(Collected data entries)

++++++++

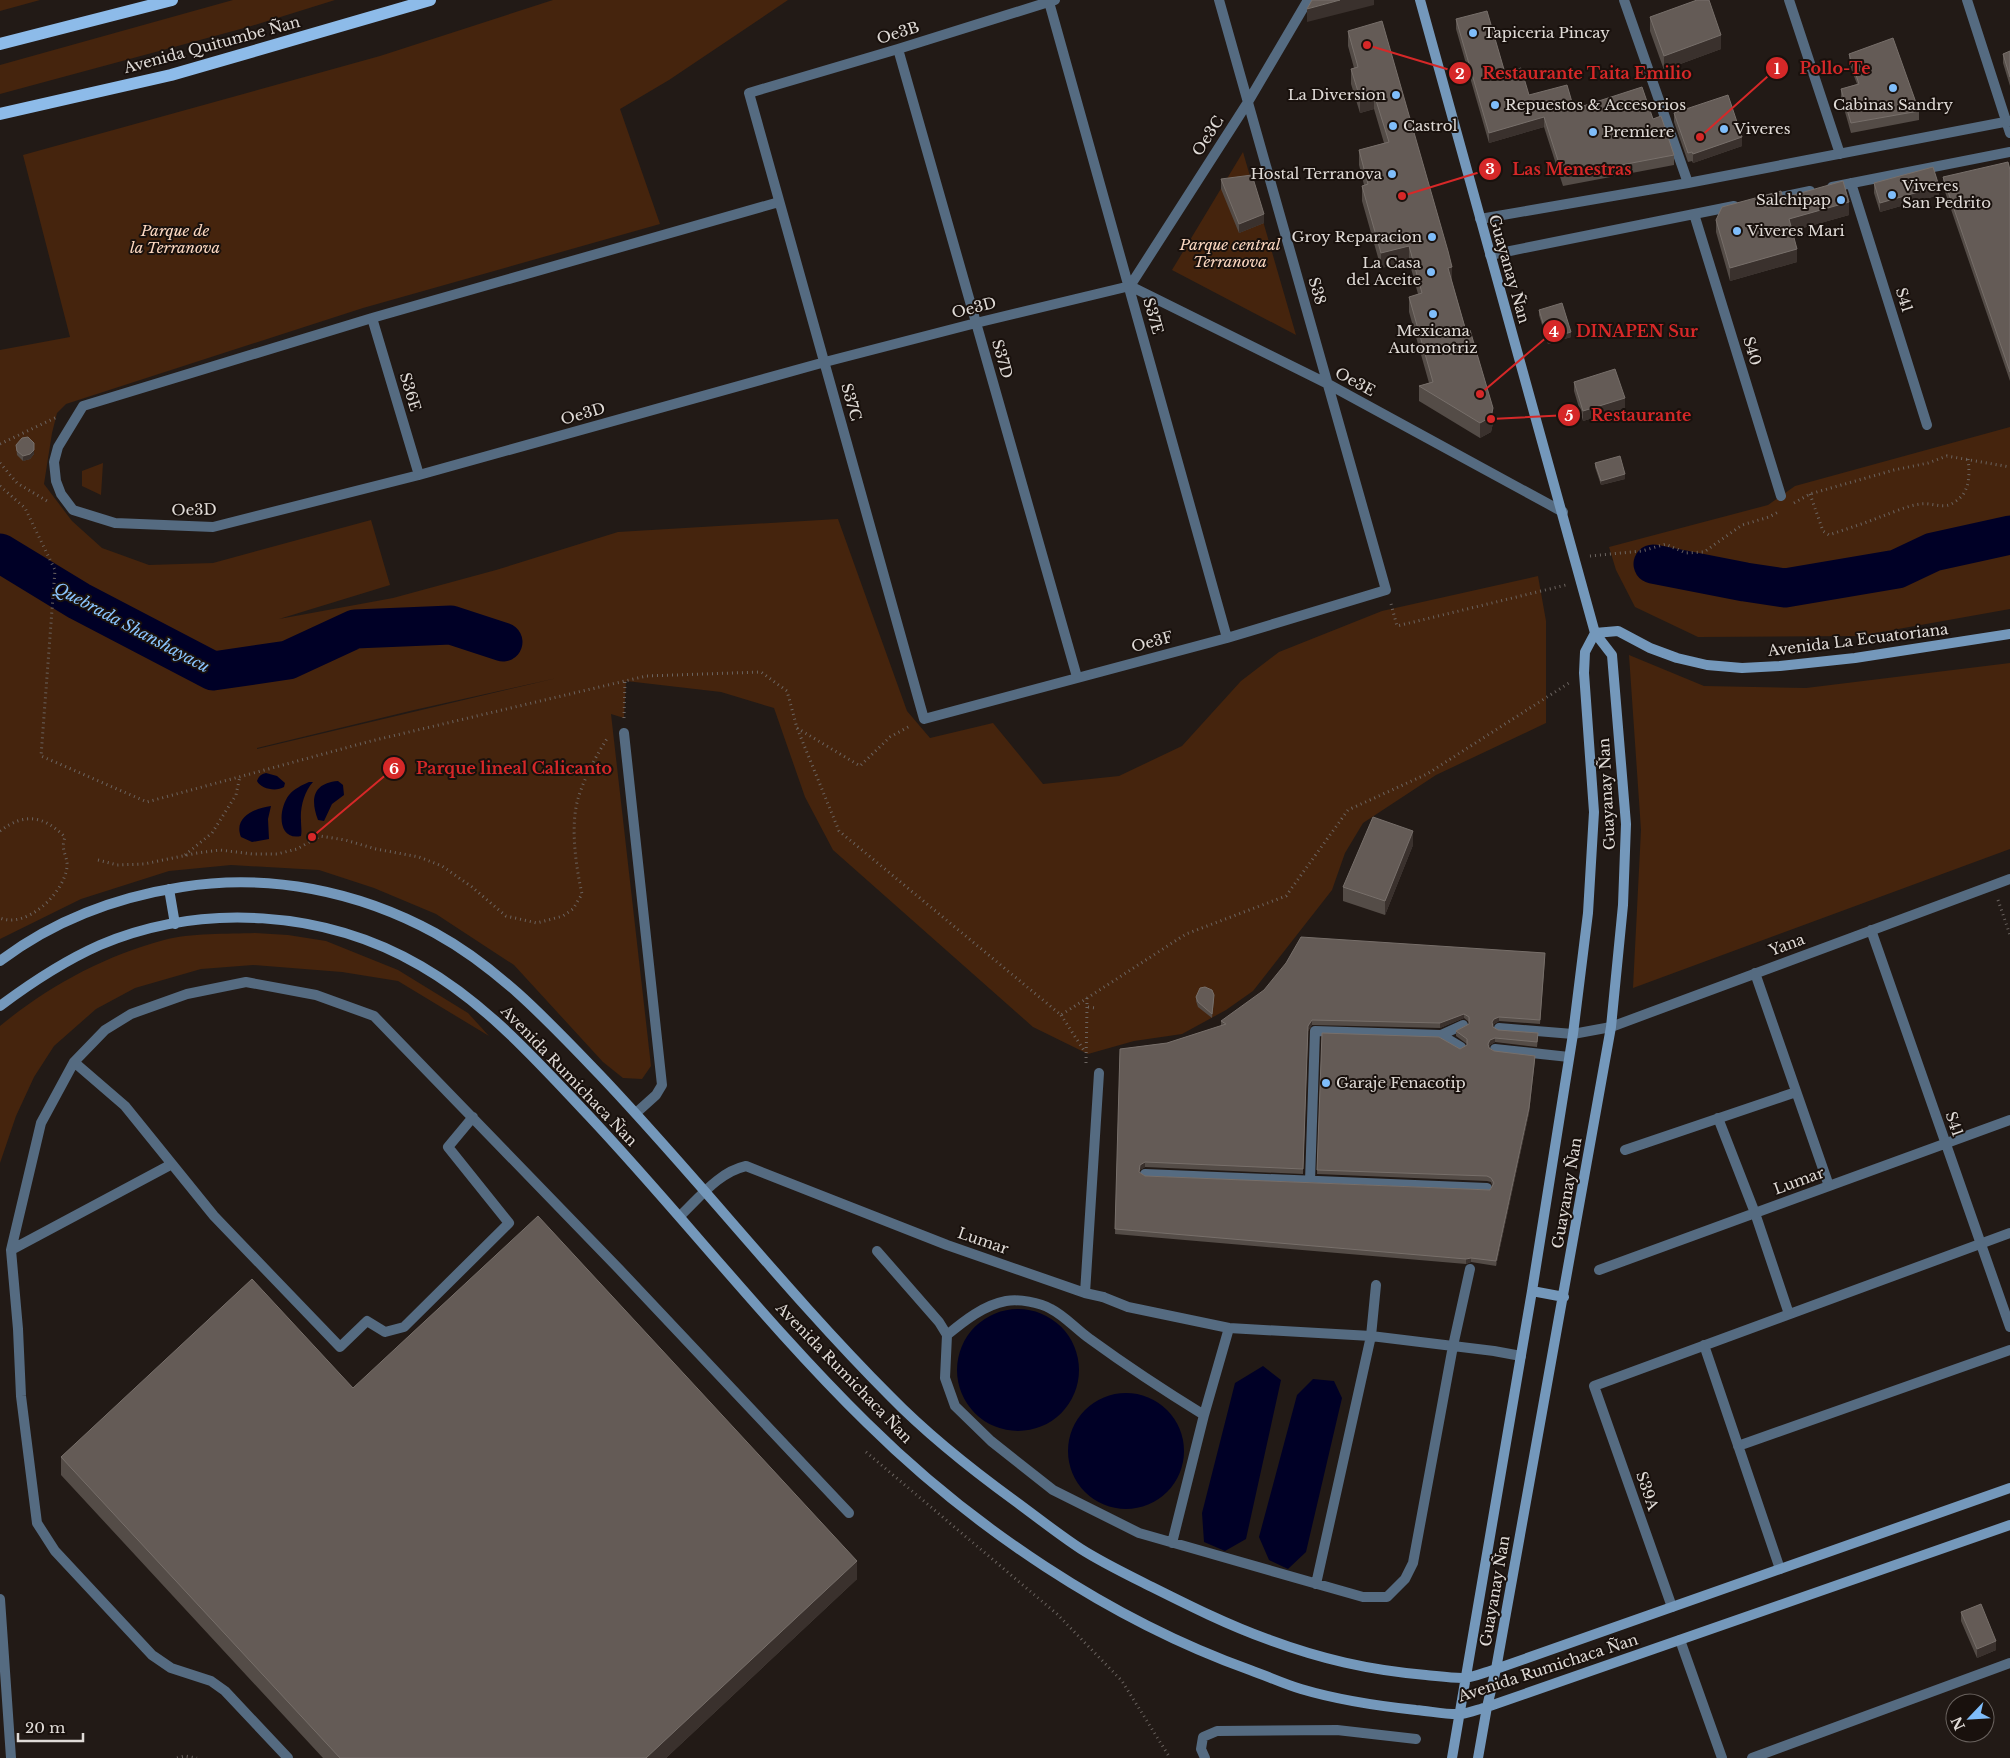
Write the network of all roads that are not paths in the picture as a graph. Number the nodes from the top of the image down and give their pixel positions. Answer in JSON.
{"nodes":[{"id":1,"x":172,"y":0,"type":"edge"},
{"id":2,"x":430,"y":0,"type":"edge"},
{"id":3,"x":1219,"y":0,"type":"edge"},
{"id":4,"x":1308,"y":0,"type":"edge"},
{"id":5,"x":1420,"y":0,"type":"edge"},
{"id":6,"x":1624,"y":0,"type":"edge"},
{"id":7,"x":1789,"y":0,"type":"edge"},
{"id":8,"x":1967,"y":0,"type":"edge"},
{"id":9,"x":1052,"y":1,"type":"edge"},
{"id":10,"x":0,"y":44,"type":"edge"},
{"id":11,"x":898,"y":49,"type":"junction"},
{"id":12,"x":748,"y":93,"type":"joint"},
{"id":13,"x":1248,"y":102,"type":"junction"},
{"id":14,"x":0,"y":114,"type":"edge"},
{"id":15,"x":2008,"y":121,"type":"edge"},
{"id":16,"x":2010,"y":133,"type":"edge"},
{"id":17,"x":2010,"y":152,"type":"edge"},
{"id":18,"x":1840,"y":154,"type":"junction"},
{"id":19,"x":1688,"y":183,"type":"junction"},
{"id":20,"x":1851,"y":183,"type":"junction"},
{"id":21,"x":1762,"y":201,"type":"edge"},
{"id":22,"x":779,"y":202,"type":"junction"},
{"id":23,"x":1743,"y":205,"type":"edge"},
{"id":24,"x":1694,"y":214,"type":"junction"},
{"id":25,"x":1480,"y":219,"type":"junction"},
{"id":26,"x":1490,"y":255,"type":"junction"},
{"id":27,"x":1130,"y":286,"type":"junction"},
{"id":28,"x":372,"y":318,"type":"junction"},
{"id":29,"x":976,"y":323,"type":"junction"},
{"id":30,"x":825,"y":362,"type":"junction"},
{"id":31,"x":1328,"y":384,"type":"junction"},
{"id":32,"x":1928,"y":425,"type":"dead end"},
{"id":33,"x":419,"y":475,"type":"junction"},
{"id":34,"x":1780,"y":496,"type":"dead end"},
{"id":35,"x":1563,"y":512,"type":"junction"},
{"id":36,"x":1386,"y":590,"type":"joint"},
{"id":37,"x":1595,"y":633,"type":"junction"},
{"id":38,"x":2010,"y":634,"type":"edge"},
{"id":39,"x":1227,"y":638,"type":"junction"},
{"id":40,"x":1077,"y":678,"type":"junction"},
{"id":41,"x":924,"y":719,"type":"joint"},
{"id":42,"x":624,"y":733,"type":"road end"},
{"id":43,"x":2010,"y":879,"type":"edge"},
{"id":44,"x":169,"y":889,"type":"junction"},
{"id":45,"x":175,"y":924,"type":"junction"},
{"id":46,"x":1871,"y":930,"type":"junction"},
{"id":47,"x":0,"y":961,"type":"edge"},
{"id":48,"x":1755,"y":973,"type":"junction"},
{"id":49,"x":0,"y":1006,"type":"edge"},
{"id":50,"x":1463,"y":1025,"type":"edge"},
{"id":51,"x":1611,"y":1027,"type":"junction"},
{"id":52,"x":1499,"y":1028,"type":"edge"},
{"id":53,"x":1572,"y":1034,"type":"junction"},
{"id":54,"x":1441,"y":1035,"type":"junction"},
{"id":55,"x":1461,"y":1046,"type":"edge"},
{"id":56,"x":1495,"y":1049,"type":"edge"},
{"id":57,"x":1569,"y":1057,"type":"junction"},
{"id":58,"x":74,"y":1062,"type":"junction"},
{"id":59,"x":1099,"y":1073,"type":"road end"},
{"id":60,"x":1796,"y":1092,"type":"junction"},
{"id":61,"x":636,"y":1113,"type":"junction"},
{"id":62,"x":473,"y":1118,"type":"junction"},
{"id":63,"x":1718,"y":1118,"type":"junction"},
{"id":64,"x":2010,"y":1120,"type":"edge"},
{"id":65,"x":1945,"y":1144,"type":"junction"},
{"id":66,"x":1625,"y":1150,"type":"dead end"},
{"id":67,"x":172,"y":1164,"type":"junction"},
{"id":68,"x":1145,"y":1174,"type":"edge"},
{"id":69,"x":1310,"y":1181,"type":"junction"},
{"id":70,"x":1829,"y":1186,"type":"junction"},
{"id":71,"x":1488,"y":1188,"type":"edge"},
{"id":72,"x":706,"y":1192,"type":"junction"},
{"id":73,"x":1755,"y":1213,"type":"junction"},
{"id":74,"x":680,"y":1216,"type":"junction"},
{"id":75,"x":2010,"y":1233,"type":"edge"},
{"id":76,"x":1980,"y":1243,"type":"junction"},
{"id":77,"x":11,"y":1250,"type":"junction"},
{"id":78,"x":878,"y":1251,"type":"dead end"},
{"id":79,"x":1470,"y":1269,"type":"dead end"},
{"id":80,"x":1599,"y":1270,"type":"dead end"},
{"id":81,"x":1376,"y":1285,"type":"dead end"},
{"id":82,"x":1532,"y":1291,"type":"junction"},
{"id":83,"x":1085,"y":1293,"type":"junction"},
{"id":84,"x":1564,"y":1297,"type":"junction"},
{"id":85,"x":1789,"y":1314,"type":"junction"},
{"id":86,"x":2010,"y":1327,"type":"edge"},
{"id":87,"x":1229,"y":1328,"type":"junction"},
{"id":88,"x":947,"y":1335,"type":"junction"},
{"id":89,"x":1371,"y":1336,"type":"junction"},
{"id":90,"x":1704,"y":1345,"type":"junction"},
{"id":91,"x":1453,"y":1346,"type":"junction"},
{"id":92,"x":2010,"y":1350,"type":"edge"},
{"id":93,"x":1520,"y":1356,"type":"junction"},
{"id":94,"x":1204,"y":1415,"type":"junction"},
{"id":95,"x":1738,"y":1446,"type":"junction"},
{"id":96,"x":2010,"y":1488,"type":"edge"},
{"id":97,"x":849,"y":1513,"type":"dead end"},
{"id":98,"x":2010,"y":1525,"type":"edge"},
{"id":99,"x":1172,"y":1543,"type":"junction"},
{"id":100,"x":1780,"y":1569,"type":"junction"},
{"id":101,"x":1316,"y":1584,"type":"junction"},
{"id":102,"x":0,"y":1599,"type":"edge"},
{"id":103,"x":1672,"y":1607,"type":"junction"},
{"id":104,"x":1680,"y":1640,"type":"junction"},
{"id":105,"x":2010,"y":1663,"type":"edge"},
{"id":106,"x":1496,"y":1669,"type":"junction"},
{"id":107,"x":1466,"y":1678,"type":"junction"},
{"id":108,"x":1487,"y":1707,"type":"junction"},
{"id":109,"x":1460,"y":1714,"type":"junction"},
{"id":110,"x":1416,"y":1739,"type":"dead end"},
{"id":111,"x":10,"y":1758,"type":"edge"},
{"id":112,"x":288,"y":1758,"type":"edge"},
{"id":113,"x":1204,"y":1758,"type":"edge"},
{"id":114,"x":1452,"y":1758,"type":"edge"},
{"id":115,"x":1478,"y":1758,"type":"edge"},
{"id":116,"x":1722,"y":1758,"type":"edge"},
{"id":117,"x":1752,"y":1758,"type":"edge"}],
"edges":[{"from":1,"to":10,"type":"main road"},
{"from":2,"to":14,"type":"main road","name":"Avenida Quitumbe Ñan"},
{"from":3,"to":13,"type":"street","name":"S38"},
{"from":4,"to":13,"type":"street","name":"Oe3C"},
{"from":5,"to":25,"type":"main road","name":"Guayanay Ñan"},
{"from":6,"to":19,"type":"street"},
{"from":7,"to":18,"type":"street"},
{"from":8,"to":15,"type":"street"},
{"from":9,"to":11,"type":"street","name":"Oe3B"},
{"from":9,"to":27,"type":"street","name":"S37E"},
{"from":11,"to":12,"type":"street","name":"Oe3B"},
{"from":11,"to":29,"type":"street","name":"S37D"},
{"from":12,"to":22,"type":"street","name":"S37C"},
{"from":13,"to":27,"type":"street","name":"Oe3C"},
{"from":13,"to":31,"type":"street","name":"S38"},
{"from":15,"to":16,"type":"street"},
{"from":15,"to":18,"type":"street"},
{"from":17,"to":20,"type":"street"},
{"from":18,"to":19,"type":"street"},
{"from":19,"to":25,"type":"street"},
{"from":20,"to":21,"type":"street"},
{"from":20,"to":32,"type":"street","name":"S41"},
{"from":22,"to":28,"type":"street"},
{"from":22,"to":30,"type":"street","name":"S37C"},
{"from":23,"to":24,"type":"street"},
{"from":24,"to":26,"type":"street"},
{"from":24,"to":34,"type":"street","name":"S40"},
{"from":25,"to":26,"type":"main road","name":"Guayanay Ñan"},
{"from":26,"to":35,"type":"main road","name":"Guayanay Ñan"},
{"from":27,"to":29,"type":"street","name":"Oe3D"},
{"from":27,"to":31,"type":"street","name":"Oe3E"},
{"from":27,"to":39,"type":"street","name":"S37E"},
{"from":28,"to":33,"type":"street","name":"S36E"},
{"from":28,"to":33,"type":"street","name":"Oe3D"},
{"from":29,"to":30,"type":"street","name":"Oe3D"},
{"from":29,"to":40,"type":"street","name":"S37D"},
{"from":30,"to":33,"type":"street","name":"Oe3D"},
{"from":30,"to":41,"type":"street","name":"S37C"},
{"from":31,"to":35,"type":"street","name":"Oe3E"},
{"from":31,"to":36,"type":"street","name":"S38"},
{"from":35,"to":37,"type":"main road","name":"Guayanay Ñan"},
{"from":36,"to":39,"type":"street","name":"Oe3F"},
{"from":37,"to":38,"type":"main road","name":"Avenida La Ecuatoriana"},
{"from":37,"to":51,"type":"main road","name":"Guayanay Ñan"},
{"from":37,"to":53,"type":"main road","name":"Guayanay Ñan"},
{"from":39,"to":40,"type":"street","name":"Oe3F"},
{"from":40,"to":41,"type":"street","name":"Oe3F"},
{"from":42,"to":61,"type":"street"},
{"from":43,"to":46,"type":"street","name":"Yana"},
{"from":44,"to":45,"type":"main road"},
{"from":44,"to":47,"type":"main road","name":"Avenida Rumichaca Ñan"},
{"from":44,"to":61,"type":"main road","name":"Avenida Rumichaca Ñan"},
{"from":45,"to":49,"type":"main road","name":"Avenida Rumichaca Ñan"},
{"from":45,"to":74,"type":"main road","name":"Avenida Rumichaca Ñan"},
{"from":46,"to":48,"type":"street","name":"Yana"},
{"from":46,"to":65,"type":"street","name":"S41"},
{"from":48,"to":51,"type":"street","name":"Yana"},
{"from":48,"to":60,"type":"street"},
{"from":50,"to":54,"type":"street"},
{"from":51,"to":53,"type":"street","name":"Yana"},
{"from":51,"to":84,"type":"main road","name":"Guayanay Ñan"},
{"from":52,"to":53,"type":"street","name":"Yana"},
{"from":53,"to":57,"type":"main road","name":"Guayanay Ñan"},
{"from":54,"to":55,"type":"street"},
{"from":54,"to":69,"type":"street"},
{"from":56,"to":57,"type":"street"},
{"from":57,"to":82,"type":"main road","name":"Guayanay Ñan"},
{"from":58,"to":62,"type":"street"},
{"from":58,"to":67,"type":"street"},
{"from":58,"to":77,"type":"street"},
{"from":59,"to":83,"type":"street"},
{"from":60,"to":63,"type":"street"},
{"from":60,"to":70,"type":"street"},
{"from":61,"to":72,"type":"main road","name":"Avenida Rumichaca Ñan"},
{"from":62,"to":67,"type":"street"},
{"from":62,"to":97,"type":"street"},
{"from":63,"to":66,"type":"street"},
{"from":63,"to":73,"type":"street"},
{"from":64,"to":65,"type":"street","name":"Lumar"},
{"from":65,"to":70,"type":"street","name":"Lumar"},
{"from":65,"to":76,"type":"street","name":"S41"},
{"from":67,"to":77,"type":"street"},
{"from":68,"to":69,"type":"street"},
{"from":69,"to":71,"type":"street"},
{"from":70,"to":73,"type":"street","name":"Lumar"},
{"from":72,"to":74,"type":"street","name":"Lumar"},
{"from":72,"to":83,"type":"street","name":"Lumar"},
{"from":72,"to":107,"type":"main road","name":"Avenida Rumichaca Ñan"},
{"from":73,"to":80,"type":"street","name":"Lumar"},
{"from":73,"to":85,"type":"street"},
{"from":74,"to":109,"type":"main road","name":"Avenida Rumichaca Ñan"},
{"from":75,"to":76,"type":"street"},
{"from":76,"to":85,"type":"street"},
{"from":76,"to":86,"type":"street","name":"S41"},
{"from":77,"to":112,"type":"street"},
{"from":78,"to":88,"type":"street"},
{"from":79,"to":91,"type":"street"},
{"from":81,"to":89,"type":"street"},
{"from":82,"to":84,"type":"main road"},
{"from":82,"to":93,"type":"main road","name":"Guayanay Ñan"},
{"from":83,"to":87,"type":"street","name":"Lumar"},
{"from":84,"to":106,"type":"main road","name":"Guayanay Ñan"},
{"from":85,"to":90,"type":"street"},
{"from":87,"to":89,"type":"street","name":"Lumar"},
{"from":87,"to":94,"type":"street"},
{"from":88,"to":94,"type":"street"},
{"from":88,"to":99,"type":"street"},
{"from":89,"to":91,"type":"street","name":"Lumar"},
{"from":89,"to":101,"type":"street"},
{"from":90,"to":95,"type":"street"},
{"from":90,"to":103,"type":"street","name":"S39A"},
{"from":91,"to":93,"type":"street","name":"Lumar"},
{"from":91,"to":101,"type":"street"},
{"from":92,"to":95,"type":"street"},
{"from":93,"to":107,"type":"main road","name":"Guayanay Ñan"},
{"from":94,"to":99,"type":"street"},
{"from":95,"to":100,"type":"street"},
{"from":96,"to":100,"type":"main road","name":"Avenida Rumichaca Ñan"},
{"from":98,"to":104,"type":"main road","name":"Avenida Rumichaca Ñan"},
{"from":99,"to":101,"type":"street"},
{"from":100,"to":103,"type":"main road","name":"Avenida Rumichaca Ñan"},
{"from":102,"to":111,"type":"street"},
{"from":103,"to":106,"type":"main road","name":"Avenida Rumichaca Ñan"},
{"from":104,"to":108,"type":"main road","name":"Avenida Rumichaca Ñan"},
{"from":104,"to":116,"type":"street"},
{"from":105,"to":117,"type":"street"},
{"from":106,"to":107,"type":"main road","name":"Avenida Rumichaca Ñan"},
{"from":106,"to":108,"type":"main road","name":"Guayanay Ñan"},
{"from":107,"to":109,"type":"main road","name":"Guayanay Ñan"},
{"from":108,"to":109,"type":"main road","name":"Avenida Rumichaca Ñan"},
{"from":108,"to":115,"type":"main road","name":"Guayanay Ñan"},
{"from":109,"to":114,"type":"main road","name":"Guayanay Ñan"},
{"from":110,"to":113,"type":"street"}]}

++++++++

## Exercise
For the word "nodes", go through the records and show each line that carries it.

## Exercise output
Write the network of all roads that are not paths in the picture as a graph. Number the nodes from the top of the image down and give their pixel positions. Answer in JSON.
{"nodes":[{"id":1,"x":172,"y":0,"type":"edge"},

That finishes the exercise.